Согласно древним источникам, в определенной мере отражающим когнитивные особенности архаического менталитета, храм (святилище) как в высшей степени священное место обязательно имеет свой собственный небесный архетип, т.е. своего рода план, “образец”, знакомство с которым предполагает непосредственный сенсорный контакт с высшим божественным существом.
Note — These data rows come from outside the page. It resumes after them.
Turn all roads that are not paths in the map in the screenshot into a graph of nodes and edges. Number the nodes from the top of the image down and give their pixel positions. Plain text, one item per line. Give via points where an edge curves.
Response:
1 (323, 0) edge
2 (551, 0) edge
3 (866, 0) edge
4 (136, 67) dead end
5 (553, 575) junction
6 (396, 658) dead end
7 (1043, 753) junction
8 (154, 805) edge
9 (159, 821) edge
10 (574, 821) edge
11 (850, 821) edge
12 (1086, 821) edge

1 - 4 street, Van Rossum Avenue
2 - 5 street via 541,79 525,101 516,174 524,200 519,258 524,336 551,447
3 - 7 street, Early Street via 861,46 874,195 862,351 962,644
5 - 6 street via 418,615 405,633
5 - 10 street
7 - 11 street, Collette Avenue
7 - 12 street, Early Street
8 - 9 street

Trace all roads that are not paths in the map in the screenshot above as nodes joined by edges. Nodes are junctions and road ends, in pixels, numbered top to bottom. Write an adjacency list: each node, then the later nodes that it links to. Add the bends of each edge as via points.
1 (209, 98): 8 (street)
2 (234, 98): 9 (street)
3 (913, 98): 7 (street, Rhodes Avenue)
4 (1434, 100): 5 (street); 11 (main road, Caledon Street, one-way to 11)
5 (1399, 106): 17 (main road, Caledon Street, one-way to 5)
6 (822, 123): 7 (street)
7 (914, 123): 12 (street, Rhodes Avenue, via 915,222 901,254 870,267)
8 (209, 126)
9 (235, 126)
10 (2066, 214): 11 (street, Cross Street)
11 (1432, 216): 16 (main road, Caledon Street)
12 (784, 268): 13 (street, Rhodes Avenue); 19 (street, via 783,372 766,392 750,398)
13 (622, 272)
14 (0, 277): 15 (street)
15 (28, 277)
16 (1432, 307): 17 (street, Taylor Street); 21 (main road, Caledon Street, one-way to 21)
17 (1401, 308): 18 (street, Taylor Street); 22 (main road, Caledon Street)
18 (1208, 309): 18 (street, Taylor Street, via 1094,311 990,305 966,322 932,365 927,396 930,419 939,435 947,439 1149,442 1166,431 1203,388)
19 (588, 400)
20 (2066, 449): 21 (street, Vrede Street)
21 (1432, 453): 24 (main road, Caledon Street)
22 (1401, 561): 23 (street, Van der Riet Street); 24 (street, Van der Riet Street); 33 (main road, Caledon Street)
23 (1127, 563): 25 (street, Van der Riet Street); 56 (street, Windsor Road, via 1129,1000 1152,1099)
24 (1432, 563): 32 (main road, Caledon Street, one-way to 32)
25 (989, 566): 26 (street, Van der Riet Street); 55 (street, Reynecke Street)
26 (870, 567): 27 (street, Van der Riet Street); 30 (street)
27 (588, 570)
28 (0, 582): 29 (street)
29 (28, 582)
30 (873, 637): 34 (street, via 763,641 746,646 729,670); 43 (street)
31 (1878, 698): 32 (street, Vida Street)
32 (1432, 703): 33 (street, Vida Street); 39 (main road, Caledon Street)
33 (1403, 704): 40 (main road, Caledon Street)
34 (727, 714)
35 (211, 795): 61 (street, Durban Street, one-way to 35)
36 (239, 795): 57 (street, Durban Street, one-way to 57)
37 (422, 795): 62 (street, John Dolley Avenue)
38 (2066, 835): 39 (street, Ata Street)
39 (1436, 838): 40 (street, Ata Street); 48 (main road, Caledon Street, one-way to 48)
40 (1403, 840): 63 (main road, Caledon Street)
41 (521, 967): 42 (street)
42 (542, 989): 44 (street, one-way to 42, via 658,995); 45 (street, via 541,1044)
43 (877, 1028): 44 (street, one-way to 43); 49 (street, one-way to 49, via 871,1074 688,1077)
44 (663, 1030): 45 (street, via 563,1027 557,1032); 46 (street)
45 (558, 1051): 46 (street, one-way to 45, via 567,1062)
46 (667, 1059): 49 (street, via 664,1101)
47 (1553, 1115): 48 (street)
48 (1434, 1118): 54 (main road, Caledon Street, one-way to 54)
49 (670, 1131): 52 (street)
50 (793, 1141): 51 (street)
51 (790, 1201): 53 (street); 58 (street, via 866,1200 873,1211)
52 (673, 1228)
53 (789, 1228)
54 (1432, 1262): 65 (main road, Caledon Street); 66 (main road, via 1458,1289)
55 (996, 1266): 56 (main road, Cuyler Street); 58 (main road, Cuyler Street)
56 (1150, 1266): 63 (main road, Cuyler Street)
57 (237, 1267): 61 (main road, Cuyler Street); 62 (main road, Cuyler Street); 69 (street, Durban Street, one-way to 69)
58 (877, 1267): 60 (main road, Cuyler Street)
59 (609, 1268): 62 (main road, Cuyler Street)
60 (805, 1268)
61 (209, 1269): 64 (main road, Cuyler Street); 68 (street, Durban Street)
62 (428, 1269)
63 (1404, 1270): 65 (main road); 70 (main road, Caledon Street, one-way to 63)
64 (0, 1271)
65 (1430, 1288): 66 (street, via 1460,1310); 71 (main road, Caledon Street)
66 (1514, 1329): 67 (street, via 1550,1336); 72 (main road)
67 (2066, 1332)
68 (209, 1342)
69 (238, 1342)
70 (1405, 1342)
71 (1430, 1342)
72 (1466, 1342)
Текст Ветхого Завета гласит, что Иегова показал сакральный образец храма (наряду с другими образцами) Моисею на священной горе Синай, символизирующей связь между Небом и Землей[145]. Древнейший исторический документ – надпись на статуе царя Гудеа (около 2250 г. до Р.Х.) – также свидетельствует о небесном происхождении архетипа храма, воздвигнутого этим царем в Лагаше, главном городе шумерийцев в южной Месопотамии: “царь видит во сне богиню Нидабу, которая показывает ему изображение благоприятных сочетаний звезд, и бога, открывающего ему план храма”[146]. Другое ветхозаветное предание, в частности, повествует, что для того чтобы непосредственно познакомить “сына человеческого” (пророка Иезекииля) с планом небесного Иерусалима, бог перенес его в экстатическом видении на высокую гору, где и открывает ему (“его глазам и ушам”) образцовые пропорции святого города[147]. Характерно, что мотив экстатического видения многократно воспроизводится в библейских текстах, и здесь он обычно связывается с состоянием сна, с сновидениями избранных, наделенных божественным “духом”[148]. В свете данных, полученных современными научными исследованиями творчества, эти тексты (также как и другие древнейшие источники аналогичного содержания) представляют особый интерес и позволяют предположить, что зафиксированный в них мистический опыт извлечения новой информации – это далеко не легенда, лишенная какого-либо реального смысла.